*EXERCISE DESCRIPTION*. Check every line below for the string "Drive", and copy the lines that contain it.

****************************************

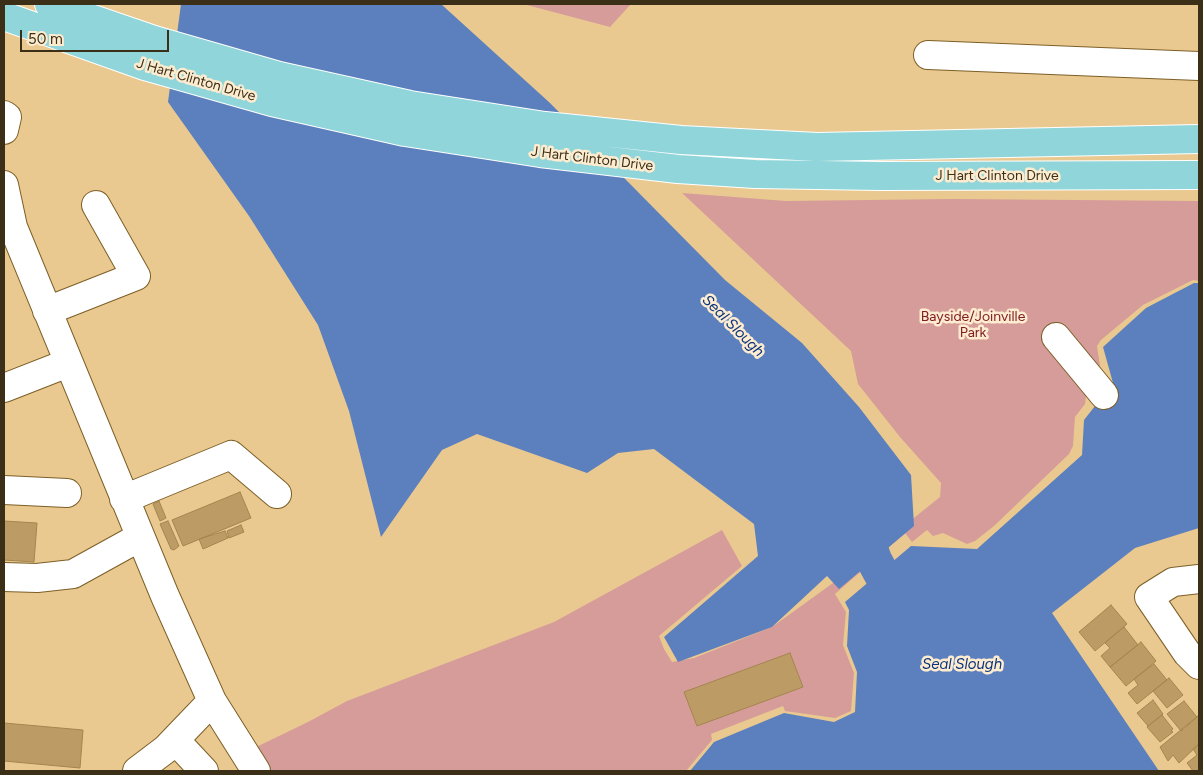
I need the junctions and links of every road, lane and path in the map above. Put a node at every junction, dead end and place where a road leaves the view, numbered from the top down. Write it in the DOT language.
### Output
graph roads {
  1 [pos="49,4"];
  2 [pos="4,16"];
  3 [pos="928,54"];
  4 [pos="1199,66"];
  5 [pos="4,115"];
  6 [pos="4,130"];
  7 [pos="1199,139"];
  8 [pos="1199,175"];
  9 [pos="4,184"];
  10 [pos="96,205"];
  11 [pos="47,311"];
  12 [pos="1056,337"];
  13 [pos="68,363"];
  14 [pos="6,379"];
  15 [pos="1104,395"];
  16 [pos="4,490"];
  17 [pos="67,493"];
  18 [pos="277,494"];
  19 [pos="124,499"];
  20 [pos="140,537"];
  21 [pos="4,577"];
  22 [pos="1199,579"];
  23 [pos="1199,665"];
  24 [pos="212,701"];
  25 [pos="175,740"];
  26 [pos="136,771"];
  27 [pos="204,771"];
  28 [pos="256,771"];
  1 -- 7 [label="main road, J Hart Clinton Drive"];
  2 -- 8 [label="main road, J Hart Clinton Drive"];
  3 -- 4 [label="street"];
  5 -- 6 [label="street"];
  9 -- 11 [label="street"];
  10 -- 11 [label="street"];
  11 -- 13 [label="street"];
  12 -- 15 [label="street"];
  13 -- 14 [label="street"];
  13 -- 19 [label="street"];
  16 -- 17 [label="street"];
  18 -- 19 [label="street"];
  19 -- 20 [label="street"];
  20 -- 21 [label="street"];
  20 -- 24 [label="street"];
  22 -- 23 [label="street"];
  24 -- 25 [label="street"];
  24 -- 28 [label="street"];
  25 -- 26 [label="street"];
  25 -- 27 [label="street"];
}
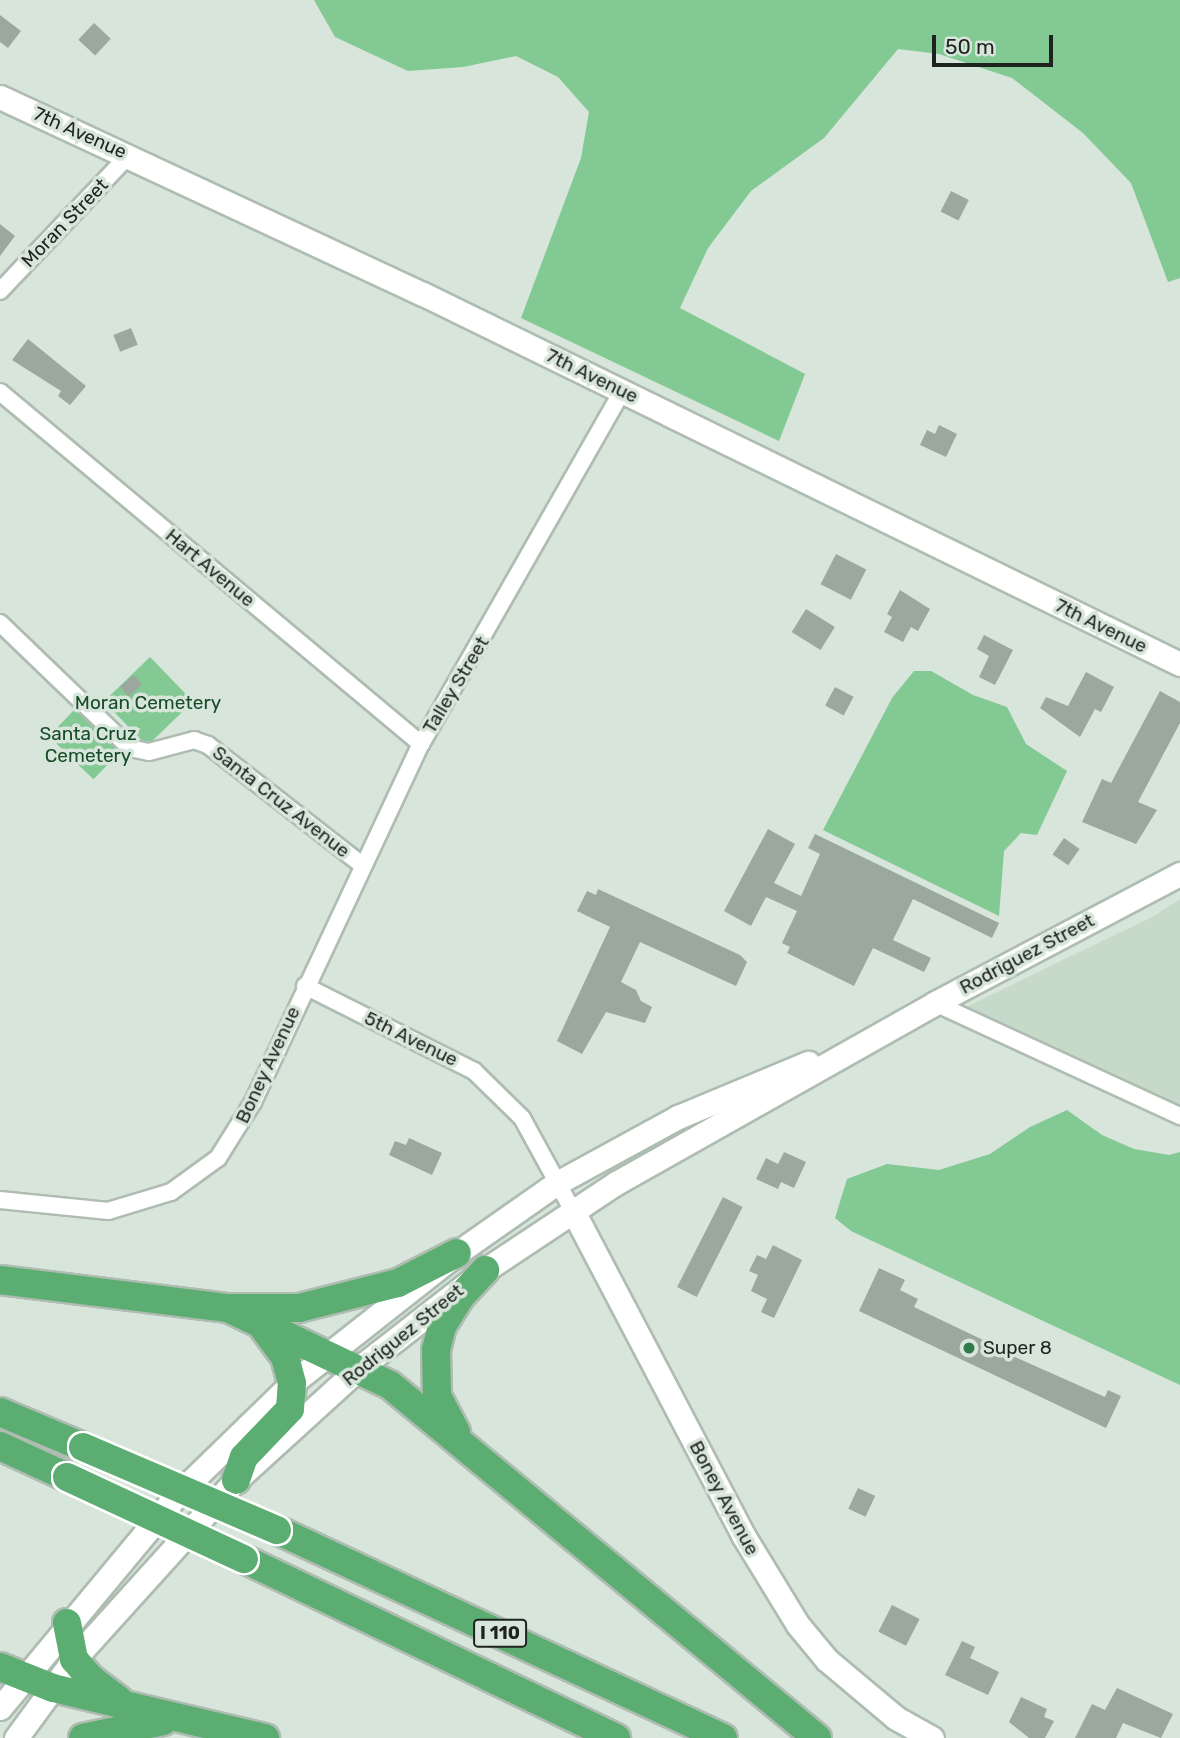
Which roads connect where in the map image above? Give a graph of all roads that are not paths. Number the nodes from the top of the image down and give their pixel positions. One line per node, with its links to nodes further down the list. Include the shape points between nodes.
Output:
1 (0, 97): 2 (main road, 7th Avenue)
2 (129, 155): 3 (street, Moran Street); 4 (main road, 7th Avenue)
3 (0, 291)
4 (622, 391): 7 (main road, 7th Avenue); 8 (street, Talley Street)
5 (0, 392): 8 (street, Hart Avenue)
6 (0, 623): 9 (street, Santa Cruz Avenue, via 130,748 149,752 194,740 208,746)
7 (1180, 664)
8 (421, 744): 9 (street, Talley Street)
9 (362, 865): 11 (street, Talley Street)
10 (1180, 874): 12 (main road, Rodriguez Street)
11 (305, 986): 15 (street, 5th Avenue, via 474,1071 522,1118); 16 (street, Boney Avenue, via 236,1133 218,1158 193,1178 170,1192 108,1210)
12 (935, 1003): 13 (main road, Rodriguez Street); 14 (street)
13 (876, 1036): 15 (main road, Rodriguez Street, via 678,1117); 17 (main road, Rodriguez Street)
14 (1180, 1116)
15 (557, 1183): 17 (street, 5th Avenue); 18 (main road, Rodriguez Street)
16 (0, 1200)
17 (573, 1211): 19 (main road, Rodriguez Street); 43 (main road, Boney Avenue, via 743,1535 798,1625 827,1660 896,1718)
18 (457, 1252): 21 (highway, via 398,1283 350,1298 299,1308); 23 (main road, Rodriguez Street)
19 (485, 1270): 24 (main road, Rodriguez Street); 28 (highway, via 442,1326 435,1362 443,1413)
20 (0, 1280): 21 (highway)
21 (228, 1308): 22 (highway)
22 (260, 1323): 23 (highway); 25 (highway, via 285,1357)
23 (331, 1354): 24 (highway); 25 (main road, Rodriguez Street)
24 (359, 1368): 28 (highway, via 390,1385); 29 (main road, Rodriguez Street)
25 (292, 1383): 29 (highway, via 290,1409 244,1457); 30 (main road, Rodriguez Street, via 177,1495)
26 (0, 1412): 41 (highway, I 110, bridge, via 277,1530)
27 (0, 1446): 40 (highway, I 110, bridge)
28 (469, 1452): 42 (highway)
29 (236, 1480): 31 (main road, Rodriguez Street)
30 (67, 1623): 31 (highway); 32 (main road, Rodriguez Street)
31 (74, 1660): 33 (main road, Rodriguez Street); 35 (highway, via 91,1679)
32 (11, 1672): 33 (highway); 34 (main road, Rodriguez Street)
33 (53, 1688): 35 (highway); 37 (main road, Rodriguez Street)
34 (0, 1708)
35 (137, 1710): 36 (highway)
36 (172, 1720): 38 (highway); 39 (highway)
37 (16, 1738)
38 (83, 1738)
39 (265, 1738)
40 (616, 1738)
41 (723, 1738)
42 (817, 1738)
43 (932, 1738)

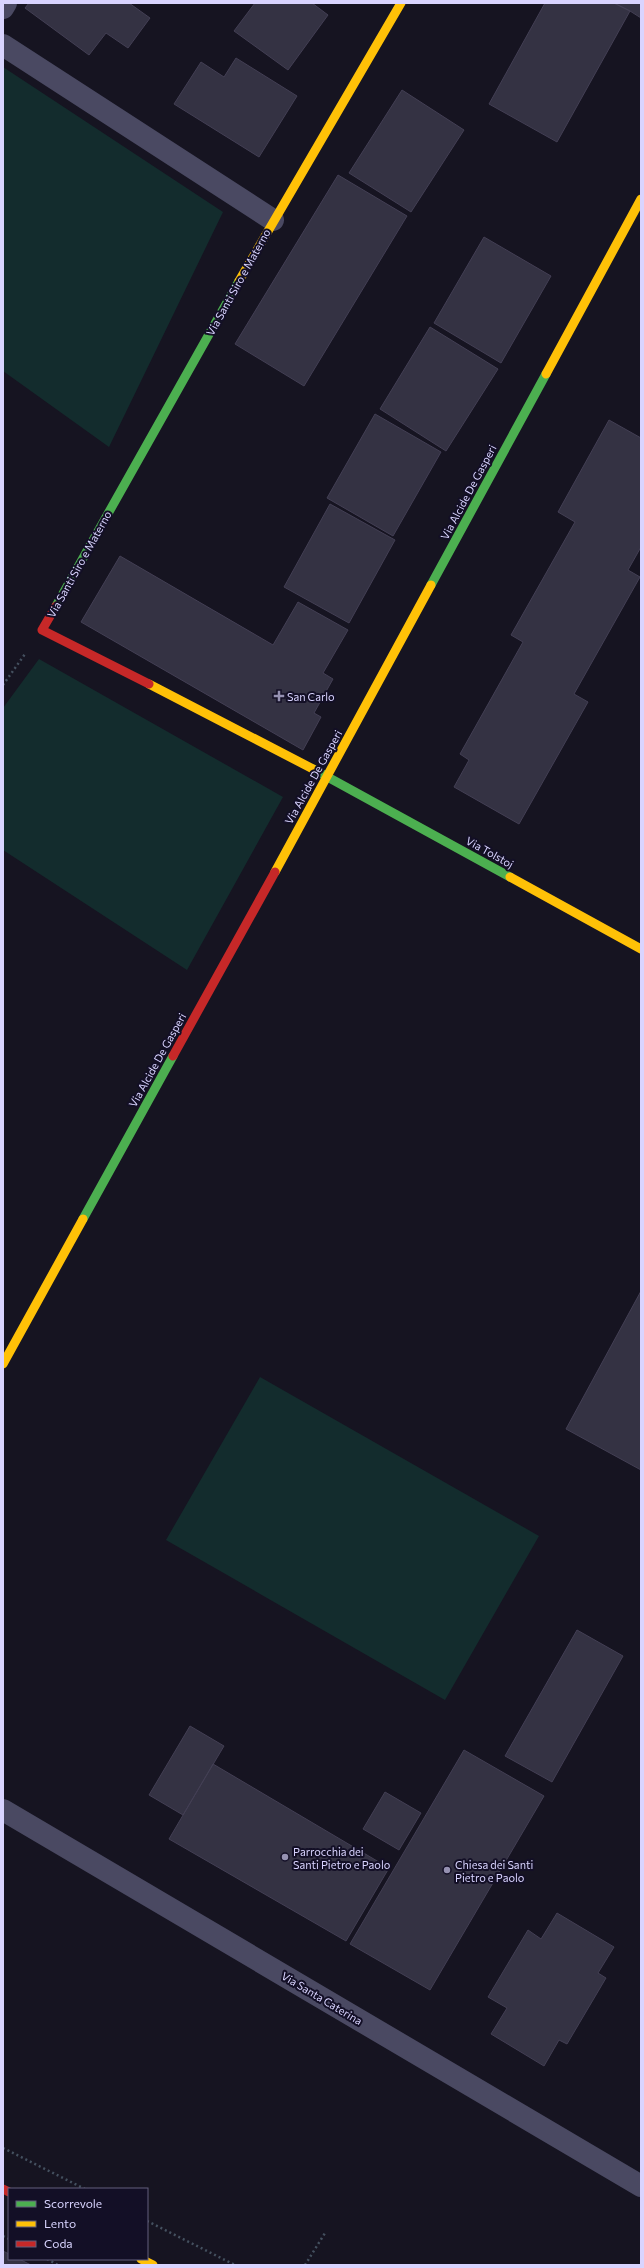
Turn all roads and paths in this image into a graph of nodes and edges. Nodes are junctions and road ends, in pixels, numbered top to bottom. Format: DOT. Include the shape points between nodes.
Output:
graph roads {
  1 [pos="6,3"];
  2 [pos="401,3"];
  3 [pos="3,8"];
  4 [pos="3,44"];
  5 [pos="641,198"];
  6 [pos="273,220"];
  7 [pos="42,630"];
  8 [pos="3,685"];
  9 [pos="328,776"];
  10 [pos="641,949"];
  11 [pos="3,1364"];
  12 [pos="3,1810"];
  13 [pos="3,2148"];
  14 [pos="641,2186"];
  15 [pos="83,2188"];
  16 [pos="148,2222"];
  17 [pos="325,2233"];
  18 [pos="48,2260"];
  19 [pos="143,2260"];
  20 [pos="58,2265"];
  21 [pos="153,2265"];
  22 [pos="234,2265"];
  23 [pos="305,2265"];
  1 -- 3 [label="street"];
  2 -- 6 [label="street, Via Santi Siro e Materno"];
  4 -- 6 [label="street, Via Santi Siro e Materno"];
  5 -- 9 [label="street, Via Alcide De Gasperi"];
  6 -- 7 [label="street, Via Santi Siro e Materno"];
  7 -- 8 [label="path"];
  7 -- 9 [label="street, Via Santi Siro e Materno"];
  9 -- 10 [label="street, Via Tolstoj"];
  9 -- 11 [label="street, Via Alcide De Gasperi"];
  12 -- 14 [label="street, Via Santa Caterina"];
  13 -- 15 [label="path"];
  16 -- 22 [label="path"];
  17 -- 23 [label="path"];
  18 -- 20 [label="path"];
  19 -- 21 [label="street"];
}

****************************************

*REPLY TO THE TASK*.
  1 -- 7 [label="main road, J Hart Clinton Drive"];
  2 -- 8 [label="main road, J Hart Clinton Drive"];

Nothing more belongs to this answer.